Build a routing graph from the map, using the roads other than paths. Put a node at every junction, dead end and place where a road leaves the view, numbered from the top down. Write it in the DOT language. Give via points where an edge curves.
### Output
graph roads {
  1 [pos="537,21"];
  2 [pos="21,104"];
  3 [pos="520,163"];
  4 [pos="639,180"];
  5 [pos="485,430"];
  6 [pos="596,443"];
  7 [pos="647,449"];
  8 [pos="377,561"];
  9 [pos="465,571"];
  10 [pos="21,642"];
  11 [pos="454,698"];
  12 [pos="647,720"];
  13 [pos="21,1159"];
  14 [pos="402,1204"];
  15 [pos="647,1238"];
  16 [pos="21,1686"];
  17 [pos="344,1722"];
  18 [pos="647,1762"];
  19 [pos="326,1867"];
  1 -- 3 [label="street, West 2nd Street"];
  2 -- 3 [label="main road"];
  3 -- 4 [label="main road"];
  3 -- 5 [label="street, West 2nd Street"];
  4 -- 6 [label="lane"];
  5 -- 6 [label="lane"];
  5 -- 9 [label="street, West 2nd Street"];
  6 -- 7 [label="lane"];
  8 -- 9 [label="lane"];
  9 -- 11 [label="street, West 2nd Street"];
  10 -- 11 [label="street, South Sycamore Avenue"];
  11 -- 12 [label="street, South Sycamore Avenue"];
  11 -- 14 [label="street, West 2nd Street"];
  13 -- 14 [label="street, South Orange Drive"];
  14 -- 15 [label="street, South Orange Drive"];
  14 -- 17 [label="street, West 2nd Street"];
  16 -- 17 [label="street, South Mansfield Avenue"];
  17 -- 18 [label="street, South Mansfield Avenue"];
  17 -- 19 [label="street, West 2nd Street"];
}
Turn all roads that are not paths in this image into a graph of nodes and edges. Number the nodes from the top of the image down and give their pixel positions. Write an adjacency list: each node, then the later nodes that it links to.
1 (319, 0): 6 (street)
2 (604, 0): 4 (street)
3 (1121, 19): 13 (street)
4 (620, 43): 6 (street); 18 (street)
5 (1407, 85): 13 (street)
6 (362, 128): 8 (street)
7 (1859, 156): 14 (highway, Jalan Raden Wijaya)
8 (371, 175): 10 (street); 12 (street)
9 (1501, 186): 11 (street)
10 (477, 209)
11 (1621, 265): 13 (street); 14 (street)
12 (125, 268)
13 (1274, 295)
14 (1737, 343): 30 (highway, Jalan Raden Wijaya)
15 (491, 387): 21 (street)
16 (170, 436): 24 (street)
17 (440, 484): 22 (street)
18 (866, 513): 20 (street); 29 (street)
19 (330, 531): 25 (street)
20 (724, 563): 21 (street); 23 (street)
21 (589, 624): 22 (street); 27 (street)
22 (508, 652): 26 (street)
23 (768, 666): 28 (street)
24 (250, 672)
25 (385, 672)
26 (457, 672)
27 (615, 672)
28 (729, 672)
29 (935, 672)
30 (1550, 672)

- _GOAL OF THE EXERCISE_: Write out the entries above once more, without altering anything.

- _ANSWER FOR THE TASK_:
Build a routing graph from the map, using the roads other than paths. Put a node at every junction, dead end and place where a road leaves the view, numbered from the top down. Write it in the DOT language. Give via points where an edge curves.
### Output
graph roads {
  1 [pos="537,21"];
  2 [pos="21,104"];
  3 [pos="520,163"];
  4 [pos="639,180"];
  5 [pos="485,430"];
  6 [pos="596,443"];
  7 [pos="647,449"];
  8 [pos="377,561"];
  9 [pos="465,571"];
  10 [pos="21,642"];
  11 [pos="454,698"];
  12 [pos="647,720"];
  13 [pos="21,1159"];
  14 [pos="402,1204"];
  15 [pos="647,1238"];
  16 [pos="21,1686"];
  17 [pos="344,1722"];
  18 [pos="647,1762"];
  19 [pos="326,1867"];
  1 -- 3 [label="street, West 2nd Street"];
  2 -- 3 [label="main road"];
  3 -- 4 [label="main road"];
  3 -- 5 [label="street, West 2nd Street"];
  4 -- 6 [label="lane"];
  5 -- 6 [label="lane"];
  5 -- 9 [label="street, West 2nd Street"];
  6 -- 7 [label="lane"];
  8 -- 9 [label="lane"];
  9 -- 11 [label="street, West 2nd Street"];
  10 -- 11 [label="street, South Sycamore Avenue"];
  11 -- 12 [label="street, South Sycamore Avenue"];
  11 -- 14 [label="street, West 2nd Street"];
  13 -- 14 [label="street, South Orange Drive"];
  14 -- 15 [label="street, South Orange Drive"];
  14 -- 17 [label="street, West 2nd Street"];
  16 -- 17 [label="street, South Mansfield Avenue"];
  17 -- 18 [label="street, South Mansfield Avenue"];
  17 -- 19 [label="street, West 2nd Street"];
}
Turn all roads that are not paths in this image into a graph of nodes and edges. Number the nodes from the top of the image down and give their pixel positions. Write an adjacency list: each node, then the later nodes that it links to.
1 (319, 0): 6 (street)
2 (604, 0): 4 (street)
3 (1121, 19): 13 (street)
4 (620, 43): 6 (street); 18 (street)
5 (1407, 85): 13 (street)
6 (362, 128): 8 (street)
7 (1859, 156): 14 (highway, Jalan Raden Wijaya)
8 (371, 175): 10 (street); 12 (street)
9 (1501, 186): 11 (street)
10 (477, 209)
11 (1621, 265): 13 (street); 14 (street)
12 (125, 268)
13 (1274, 295)
14 (1737, 343): 30 (highway, Jalan Raden Wijaya)
15 (491, 387): 21 (street)
16 (170, 436): 24 (street)
17 (440, 484): 22 (street)
18 (866, 513): 20 (street); 29 (street)
19 (330, 531): 25 (street)
20 (724, 563): 21 (street); 23 (street)
21 (589, 624): 22 (street); 27 (street)
22 (508, 652): 26 (street)
23 (768, 666): 28 (street)
24 (250, 672)
25 (385, 672)
26 (457, 672)
27 (615, 672)
28 (729, 672)
29 (935, 672)
30 (1550, 672)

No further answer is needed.